The 2016–2020 5-year American Community Survey estimates show that the median household income was $58,452 (with a margin of error of +/- $13,349) and the median family income was $71,563 (+/- $20,272). Males had a median income of $40,417 (+/- $6,546) versus $23,750 (+/- $7,957) for females. The median income for those above 16 years old was $34,063 (+/- $10,056). Approximately, 0.0% of families and 8.7% of the population were below the poverty line, including 0.0% of those under the age of 18 and 24.1% of those ages 65 or over.

===2010 census===
As of the census of 2010, there were 151 people, 74 households, and 40 families living in the city. The population density was 152.5 PD/sqmi. There were 101 housing units at an average density of 102.0 /sqmi. The racial makeup of the city was 98.7% White and 1.3% from two or more races. Hispanic or Latino of any race were 2.0% of the population.
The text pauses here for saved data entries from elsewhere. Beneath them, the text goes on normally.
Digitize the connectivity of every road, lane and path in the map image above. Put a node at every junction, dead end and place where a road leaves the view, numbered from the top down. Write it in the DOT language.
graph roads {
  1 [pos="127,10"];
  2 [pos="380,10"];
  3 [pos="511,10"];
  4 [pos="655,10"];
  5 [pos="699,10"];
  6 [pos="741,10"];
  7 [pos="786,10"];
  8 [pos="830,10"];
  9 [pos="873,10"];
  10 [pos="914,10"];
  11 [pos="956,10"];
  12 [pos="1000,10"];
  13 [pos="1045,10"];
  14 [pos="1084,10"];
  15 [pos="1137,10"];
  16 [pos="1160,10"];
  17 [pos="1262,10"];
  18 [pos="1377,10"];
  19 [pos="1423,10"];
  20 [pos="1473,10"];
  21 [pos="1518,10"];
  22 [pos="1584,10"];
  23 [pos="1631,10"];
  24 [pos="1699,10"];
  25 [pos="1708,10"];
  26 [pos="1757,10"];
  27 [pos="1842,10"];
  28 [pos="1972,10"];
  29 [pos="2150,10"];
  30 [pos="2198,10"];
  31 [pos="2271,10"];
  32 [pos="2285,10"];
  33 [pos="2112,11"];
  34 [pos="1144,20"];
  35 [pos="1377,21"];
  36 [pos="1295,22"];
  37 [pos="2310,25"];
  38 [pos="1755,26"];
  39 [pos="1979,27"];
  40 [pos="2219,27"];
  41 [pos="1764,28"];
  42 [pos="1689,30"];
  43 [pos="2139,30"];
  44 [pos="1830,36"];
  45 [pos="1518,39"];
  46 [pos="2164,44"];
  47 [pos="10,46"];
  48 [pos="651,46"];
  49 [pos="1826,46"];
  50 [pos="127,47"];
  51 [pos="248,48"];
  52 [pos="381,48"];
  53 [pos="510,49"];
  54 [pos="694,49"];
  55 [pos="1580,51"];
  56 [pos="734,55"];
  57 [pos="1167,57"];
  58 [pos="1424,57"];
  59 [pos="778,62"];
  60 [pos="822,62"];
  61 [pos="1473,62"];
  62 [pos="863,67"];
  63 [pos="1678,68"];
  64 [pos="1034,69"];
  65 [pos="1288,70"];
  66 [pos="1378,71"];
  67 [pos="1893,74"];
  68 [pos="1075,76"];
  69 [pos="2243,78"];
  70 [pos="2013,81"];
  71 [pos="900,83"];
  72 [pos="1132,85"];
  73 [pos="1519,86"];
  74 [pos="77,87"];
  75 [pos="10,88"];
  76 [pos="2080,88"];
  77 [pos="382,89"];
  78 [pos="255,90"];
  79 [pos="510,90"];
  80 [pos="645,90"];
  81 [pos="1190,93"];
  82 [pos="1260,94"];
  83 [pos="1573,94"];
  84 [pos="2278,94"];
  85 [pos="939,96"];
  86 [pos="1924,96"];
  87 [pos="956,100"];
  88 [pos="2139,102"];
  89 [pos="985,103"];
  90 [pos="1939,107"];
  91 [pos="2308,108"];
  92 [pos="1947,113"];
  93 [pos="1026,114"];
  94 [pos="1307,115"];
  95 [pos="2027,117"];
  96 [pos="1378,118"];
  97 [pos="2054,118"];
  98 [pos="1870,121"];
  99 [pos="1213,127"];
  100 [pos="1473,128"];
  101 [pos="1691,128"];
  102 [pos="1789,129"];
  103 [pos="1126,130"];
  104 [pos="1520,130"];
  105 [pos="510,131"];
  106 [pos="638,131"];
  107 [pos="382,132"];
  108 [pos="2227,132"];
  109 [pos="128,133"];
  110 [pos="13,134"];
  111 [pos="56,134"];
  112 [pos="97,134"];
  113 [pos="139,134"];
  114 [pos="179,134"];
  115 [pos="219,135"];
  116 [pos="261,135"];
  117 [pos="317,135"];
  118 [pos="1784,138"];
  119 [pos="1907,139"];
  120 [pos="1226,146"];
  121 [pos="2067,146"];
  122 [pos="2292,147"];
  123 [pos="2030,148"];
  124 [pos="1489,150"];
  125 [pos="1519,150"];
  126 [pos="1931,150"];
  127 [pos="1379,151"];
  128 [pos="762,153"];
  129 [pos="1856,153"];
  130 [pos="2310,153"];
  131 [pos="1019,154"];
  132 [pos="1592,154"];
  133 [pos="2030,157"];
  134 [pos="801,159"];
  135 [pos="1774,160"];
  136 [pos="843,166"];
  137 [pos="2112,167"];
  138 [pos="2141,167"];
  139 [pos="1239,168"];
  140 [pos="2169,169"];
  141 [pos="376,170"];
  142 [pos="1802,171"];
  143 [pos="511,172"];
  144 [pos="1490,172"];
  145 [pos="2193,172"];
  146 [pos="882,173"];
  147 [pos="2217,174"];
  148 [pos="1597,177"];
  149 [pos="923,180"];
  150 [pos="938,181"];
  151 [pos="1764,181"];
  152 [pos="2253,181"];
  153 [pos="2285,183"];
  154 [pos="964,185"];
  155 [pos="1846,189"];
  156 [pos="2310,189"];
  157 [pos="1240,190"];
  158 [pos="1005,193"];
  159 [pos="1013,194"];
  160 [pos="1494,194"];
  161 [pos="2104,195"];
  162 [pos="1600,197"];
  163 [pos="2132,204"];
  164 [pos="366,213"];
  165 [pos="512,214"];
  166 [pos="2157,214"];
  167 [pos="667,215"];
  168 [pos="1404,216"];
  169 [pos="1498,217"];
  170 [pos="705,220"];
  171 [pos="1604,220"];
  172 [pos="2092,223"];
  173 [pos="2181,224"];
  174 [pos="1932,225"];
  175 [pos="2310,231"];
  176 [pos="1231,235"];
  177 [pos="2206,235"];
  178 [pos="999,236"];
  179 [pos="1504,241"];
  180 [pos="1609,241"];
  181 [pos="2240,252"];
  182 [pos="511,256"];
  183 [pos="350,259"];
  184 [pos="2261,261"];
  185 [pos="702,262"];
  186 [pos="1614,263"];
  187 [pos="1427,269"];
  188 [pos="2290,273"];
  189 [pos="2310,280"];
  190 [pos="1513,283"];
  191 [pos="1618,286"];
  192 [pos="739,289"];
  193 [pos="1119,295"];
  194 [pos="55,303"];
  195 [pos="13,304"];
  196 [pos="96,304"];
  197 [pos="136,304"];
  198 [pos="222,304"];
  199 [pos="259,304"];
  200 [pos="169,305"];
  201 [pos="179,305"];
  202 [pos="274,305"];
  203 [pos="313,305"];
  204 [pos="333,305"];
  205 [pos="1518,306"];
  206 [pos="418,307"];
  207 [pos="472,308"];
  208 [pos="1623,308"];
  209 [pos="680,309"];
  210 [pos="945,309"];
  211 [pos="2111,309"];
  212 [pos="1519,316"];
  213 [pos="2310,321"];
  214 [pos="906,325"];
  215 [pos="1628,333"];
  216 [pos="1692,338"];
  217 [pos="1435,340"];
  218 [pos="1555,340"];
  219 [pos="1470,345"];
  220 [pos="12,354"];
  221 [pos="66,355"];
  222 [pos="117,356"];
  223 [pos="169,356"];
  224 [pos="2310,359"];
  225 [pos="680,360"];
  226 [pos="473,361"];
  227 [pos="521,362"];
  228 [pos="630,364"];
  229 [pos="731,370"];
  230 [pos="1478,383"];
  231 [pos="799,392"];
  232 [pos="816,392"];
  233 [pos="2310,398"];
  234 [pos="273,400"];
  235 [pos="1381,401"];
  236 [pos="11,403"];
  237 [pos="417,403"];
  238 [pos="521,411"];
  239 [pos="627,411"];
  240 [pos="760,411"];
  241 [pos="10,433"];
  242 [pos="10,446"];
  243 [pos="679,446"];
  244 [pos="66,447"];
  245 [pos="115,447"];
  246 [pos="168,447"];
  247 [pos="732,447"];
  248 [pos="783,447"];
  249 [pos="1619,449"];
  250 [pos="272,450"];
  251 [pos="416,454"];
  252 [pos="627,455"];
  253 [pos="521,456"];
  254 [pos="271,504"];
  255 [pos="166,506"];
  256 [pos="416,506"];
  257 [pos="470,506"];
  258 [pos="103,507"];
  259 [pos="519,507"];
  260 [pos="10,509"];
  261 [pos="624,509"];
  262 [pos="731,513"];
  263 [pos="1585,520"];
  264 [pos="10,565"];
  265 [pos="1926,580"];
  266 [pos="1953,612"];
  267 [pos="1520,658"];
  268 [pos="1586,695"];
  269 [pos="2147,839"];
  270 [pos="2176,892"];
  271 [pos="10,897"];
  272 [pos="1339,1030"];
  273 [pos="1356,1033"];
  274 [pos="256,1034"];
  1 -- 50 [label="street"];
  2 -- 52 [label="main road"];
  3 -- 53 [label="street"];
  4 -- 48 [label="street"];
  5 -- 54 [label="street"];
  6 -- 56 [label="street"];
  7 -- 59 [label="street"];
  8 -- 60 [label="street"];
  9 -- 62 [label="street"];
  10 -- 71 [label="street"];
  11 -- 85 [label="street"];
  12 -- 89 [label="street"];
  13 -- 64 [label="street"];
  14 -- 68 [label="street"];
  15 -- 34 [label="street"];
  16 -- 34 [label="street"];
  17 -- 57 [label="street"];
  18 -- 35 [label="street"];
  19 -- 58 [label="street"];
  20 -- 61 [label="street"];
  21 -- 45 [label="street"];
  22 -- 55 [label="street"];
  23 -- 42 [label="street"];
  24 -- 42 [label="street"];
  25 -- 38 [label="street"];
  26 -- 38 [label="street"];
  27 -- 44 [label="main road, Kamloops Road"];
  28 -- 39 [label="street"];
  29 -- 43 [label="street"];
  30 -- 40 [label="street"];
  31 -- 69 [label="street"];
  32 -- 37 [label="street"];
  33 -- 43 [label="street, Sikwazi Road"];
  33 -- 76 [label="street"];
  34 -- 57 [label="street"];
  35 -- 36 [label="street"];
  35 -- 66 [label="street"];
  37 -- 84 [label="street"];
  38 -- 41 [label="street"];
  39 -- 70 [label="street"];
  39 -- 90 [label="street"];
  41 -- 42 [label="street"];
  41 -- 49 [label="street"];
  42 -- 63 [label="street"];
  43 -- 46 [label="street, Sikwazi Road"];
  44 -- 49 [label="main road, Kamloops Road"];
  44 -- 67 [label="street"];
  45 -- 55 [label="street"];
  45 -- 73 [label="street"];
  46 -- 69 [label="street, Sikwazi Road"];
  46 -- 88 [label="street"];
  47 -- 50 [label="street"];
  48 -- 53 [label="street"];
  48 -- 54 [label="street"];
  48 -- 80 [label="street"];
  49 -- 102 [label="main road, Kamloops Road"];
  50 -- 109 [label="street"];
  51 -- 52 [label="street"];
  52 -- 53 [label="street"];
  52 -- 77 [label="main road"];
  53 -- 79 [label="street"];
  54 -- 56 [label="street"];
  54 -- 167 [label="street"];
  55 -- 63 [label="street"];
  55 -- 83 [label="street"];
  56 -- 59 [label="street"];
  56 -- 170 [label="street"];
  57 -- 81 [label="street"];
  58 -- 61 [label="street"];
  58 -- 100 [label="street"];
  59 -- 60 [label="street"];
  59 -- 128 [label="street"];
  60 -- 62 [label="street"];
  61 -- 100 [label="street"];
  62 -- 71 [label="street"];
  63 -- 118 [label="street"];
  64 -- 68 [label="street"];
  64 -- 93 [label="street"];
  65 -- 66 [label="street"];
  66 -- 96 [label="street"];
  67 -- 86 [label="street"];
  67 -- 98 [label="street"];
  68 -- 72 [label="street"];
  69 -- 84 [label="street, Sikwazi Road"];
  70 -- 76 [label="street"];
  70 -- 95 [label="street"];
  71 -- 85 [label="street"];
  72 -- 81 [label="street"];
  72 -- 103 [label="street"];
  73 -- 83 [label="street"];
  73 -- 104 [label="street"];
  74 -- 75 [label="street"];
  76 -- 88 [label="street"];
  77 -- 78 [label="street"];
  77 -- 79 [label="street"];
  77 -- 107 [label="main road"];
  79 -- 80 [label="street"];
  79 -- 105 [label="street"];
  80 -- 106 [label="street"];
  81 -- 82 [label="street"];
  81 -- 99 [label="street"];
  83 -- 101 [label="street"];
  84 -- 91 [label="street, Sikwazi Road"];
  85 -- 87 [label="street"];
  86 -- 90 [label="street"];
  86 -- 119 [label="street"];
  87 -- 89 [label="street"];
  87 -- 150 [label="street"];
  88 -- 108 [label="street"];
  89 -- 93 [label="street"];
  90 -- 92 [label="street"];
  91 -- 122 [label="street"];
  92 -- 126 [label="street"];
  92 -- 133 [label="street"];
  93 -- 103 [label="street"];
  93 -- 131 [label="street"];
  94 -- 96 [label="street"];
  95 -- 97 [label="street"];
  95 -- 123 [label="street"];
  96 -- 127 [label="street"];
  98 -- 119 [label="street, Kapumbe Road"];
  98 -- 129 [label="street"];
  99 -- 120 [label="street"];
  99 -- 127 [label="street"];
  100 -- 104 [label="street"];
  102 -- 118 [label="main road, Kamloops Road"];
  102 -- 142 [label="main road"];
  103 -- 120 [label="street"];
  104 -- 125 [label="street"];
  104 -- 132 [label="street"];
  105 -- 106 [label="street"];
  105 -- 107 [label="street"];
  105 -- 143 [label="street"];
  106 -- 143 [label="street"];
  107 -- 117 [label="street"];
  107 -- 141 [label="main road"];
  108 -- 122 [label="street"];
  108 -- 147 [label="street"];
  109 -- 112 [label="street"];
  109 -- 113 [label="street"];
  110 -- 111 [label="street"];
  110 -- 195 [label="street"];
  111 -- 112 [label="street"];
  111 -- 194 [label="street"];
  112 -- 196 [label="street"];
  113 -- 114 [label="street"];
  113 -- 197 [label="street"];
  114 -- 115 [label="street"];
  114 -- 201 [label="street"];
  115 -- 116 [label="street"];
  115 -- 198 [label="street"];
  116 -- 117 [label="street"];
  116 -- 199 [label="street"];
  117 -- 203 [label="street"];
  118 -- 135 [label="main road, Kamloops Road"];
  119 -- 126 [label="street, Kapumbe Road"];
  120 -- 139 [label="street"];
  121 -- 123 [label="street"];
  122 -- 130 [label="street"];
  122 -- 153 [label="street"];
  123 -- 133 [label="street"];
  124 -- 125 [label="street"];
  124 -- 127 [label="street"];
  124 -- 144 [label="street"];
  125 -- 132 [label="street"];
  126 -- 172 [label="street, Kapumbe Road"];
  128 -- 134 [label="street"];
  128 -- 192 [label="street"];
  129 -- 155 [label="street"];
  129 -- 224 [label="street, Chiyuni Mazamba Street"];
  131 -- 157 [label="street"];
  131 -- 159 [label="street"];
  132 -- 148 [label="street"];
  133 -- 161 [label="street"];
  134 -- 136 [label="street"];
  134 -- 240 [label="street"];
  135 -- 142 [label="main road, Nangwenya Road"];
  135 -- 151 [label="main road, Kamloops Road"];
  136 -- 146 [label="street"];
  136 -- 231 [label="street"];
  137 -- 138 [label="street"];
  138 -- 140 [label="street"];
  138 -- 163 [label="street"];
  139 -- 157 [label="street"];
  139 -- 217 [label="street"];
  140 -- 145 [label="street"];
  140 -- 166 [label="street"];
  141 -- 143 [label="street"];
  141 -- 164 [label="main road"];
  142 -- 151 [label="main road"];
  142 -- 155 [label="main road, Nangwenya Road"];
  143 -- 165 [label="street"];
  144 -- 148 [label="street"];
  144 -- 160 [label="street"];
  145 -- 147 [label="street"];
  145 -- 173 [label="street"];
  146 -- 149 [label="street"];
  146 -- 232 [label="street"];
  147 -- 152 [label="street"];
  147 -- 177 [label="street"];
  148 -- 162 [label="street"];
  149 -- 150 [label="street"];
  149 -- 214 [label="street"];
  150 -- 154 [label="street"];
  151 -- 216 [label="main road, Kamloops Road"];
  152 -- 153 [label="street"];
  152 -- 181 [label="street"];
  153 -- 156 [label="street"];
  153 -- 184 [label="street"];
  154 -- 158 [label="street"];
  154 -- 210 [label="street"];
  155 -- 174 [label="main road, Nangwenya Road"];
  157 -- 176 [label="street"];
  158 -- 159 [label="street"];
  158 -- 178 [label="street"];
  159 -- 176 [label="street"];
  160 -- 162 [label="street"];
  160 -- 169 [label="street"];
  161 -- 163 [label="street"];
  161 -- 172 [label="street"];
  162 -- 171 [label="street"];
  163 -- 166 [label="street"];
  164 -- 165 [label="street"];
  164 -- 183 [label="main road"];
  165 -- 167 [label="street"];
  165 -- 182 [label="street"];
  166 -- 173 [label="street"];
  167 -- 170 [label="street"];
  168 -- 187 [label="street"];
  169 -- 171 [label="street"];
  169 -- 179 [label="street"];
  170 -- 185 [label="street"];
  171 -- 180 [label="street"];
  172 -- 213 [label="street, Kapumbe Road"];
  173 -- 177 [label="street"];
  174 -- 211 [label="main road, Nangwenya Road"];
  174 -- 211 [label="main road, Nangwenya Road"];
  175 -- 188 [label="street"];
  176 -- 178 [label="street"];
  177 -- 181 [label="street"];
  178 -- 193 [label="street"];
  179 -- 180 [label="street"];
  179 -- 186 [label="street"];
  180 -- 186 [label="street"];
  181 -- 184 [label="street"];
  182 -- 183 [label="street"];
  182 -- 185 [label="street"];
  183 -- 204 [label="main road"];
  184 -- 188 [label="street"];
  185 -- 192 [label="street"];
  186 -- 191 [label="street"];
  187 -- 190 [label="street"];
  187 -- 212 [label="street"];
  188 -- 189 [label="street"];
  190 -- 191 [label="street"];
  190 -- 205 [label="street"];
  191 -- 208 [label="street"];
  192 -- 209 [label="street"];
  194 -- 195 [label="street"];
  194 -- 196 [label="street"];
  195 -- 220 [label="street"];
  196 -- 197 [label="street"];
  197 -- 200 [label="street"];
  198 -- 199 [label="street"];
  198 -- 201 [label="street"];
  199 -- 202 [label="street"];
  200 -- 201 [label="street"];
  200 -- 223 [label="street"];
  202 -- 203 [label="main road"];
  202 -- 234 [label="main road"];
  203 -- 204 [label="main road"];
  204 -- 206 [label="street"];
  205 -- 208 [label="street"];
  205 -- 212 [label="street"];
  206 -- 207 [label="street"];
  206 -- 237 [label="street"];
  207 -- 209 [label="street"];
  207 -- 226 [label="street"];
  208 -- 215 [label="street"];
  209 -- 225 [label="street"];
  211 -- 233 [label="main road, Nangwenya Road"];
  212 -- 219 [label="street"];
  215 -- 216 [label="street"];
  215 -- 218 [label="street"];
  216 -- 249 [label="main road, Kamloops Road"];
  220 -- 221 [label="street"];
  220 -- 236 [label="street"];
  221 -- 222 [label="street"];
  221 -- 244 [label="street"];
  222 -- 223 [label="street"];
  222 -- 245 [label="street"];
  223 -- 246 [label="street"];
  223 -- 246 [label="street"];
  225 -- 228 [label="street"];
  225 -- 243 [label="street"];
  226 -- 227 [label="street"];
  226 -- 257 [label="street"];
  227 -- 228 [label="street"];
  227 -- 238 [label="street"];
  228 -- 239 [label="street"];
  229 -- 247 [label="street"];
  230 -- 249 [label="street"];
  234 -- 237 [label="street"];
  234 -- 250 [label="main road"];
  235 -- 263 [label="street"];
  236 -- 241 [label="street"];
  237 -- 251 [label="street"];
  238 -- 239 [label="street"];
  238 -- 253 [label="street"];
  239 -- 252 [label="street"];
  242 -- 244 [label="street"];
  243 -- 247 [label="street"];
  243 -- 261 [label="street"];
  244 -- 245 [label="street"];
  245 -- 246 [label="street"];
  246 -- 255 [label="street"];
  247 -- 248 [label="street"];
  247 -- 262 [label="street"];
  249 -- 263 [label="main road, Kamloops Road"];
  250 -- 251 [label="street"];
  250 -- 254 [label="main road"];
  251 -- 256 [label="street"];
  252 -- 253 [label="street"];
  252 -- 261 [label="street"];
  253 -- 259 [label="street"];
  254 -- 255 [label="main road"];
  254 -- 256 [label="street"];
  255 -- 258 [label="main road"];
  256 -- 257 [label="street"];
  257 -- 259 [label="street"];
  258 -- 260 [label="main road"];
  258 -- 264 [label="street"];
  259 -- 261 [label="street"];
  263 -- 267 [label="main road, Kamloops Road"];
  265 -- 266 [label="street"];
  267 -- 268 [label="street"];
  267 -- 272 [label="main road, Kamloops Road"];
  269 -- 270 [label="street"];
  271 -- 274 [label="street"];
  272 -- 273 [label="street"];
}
There were 74 households, of which 12.2% had children under the age of 18 living with them, 43.2% were married couples living together, 6.8% had a female householder with no husband present, 4.1% had a male householder with no wife present, and 45.9% were non-families. 40.5% of all households were made up of individuals, and 13.6% had someone living alone who was 65 years of age or older. The average household size was 2.04 and the average family size was 2.73.

The median age in the city was 51.3 years. 17.9% of residents were under the age of 18; 7.2% were between the ages of 18 and 24; 14.6% were from 25 to 44; 33.8% were from 45 to 64; and 26.5% were 65 years of age or older. The gender makeup of the city was 56.3% male and 43.7% female.

==Education==
The community is served by Oberlin USD 294 public school district. Norcatur schools were closed in school unification. The Norcatur High School mascot was Norcatur Cardinals.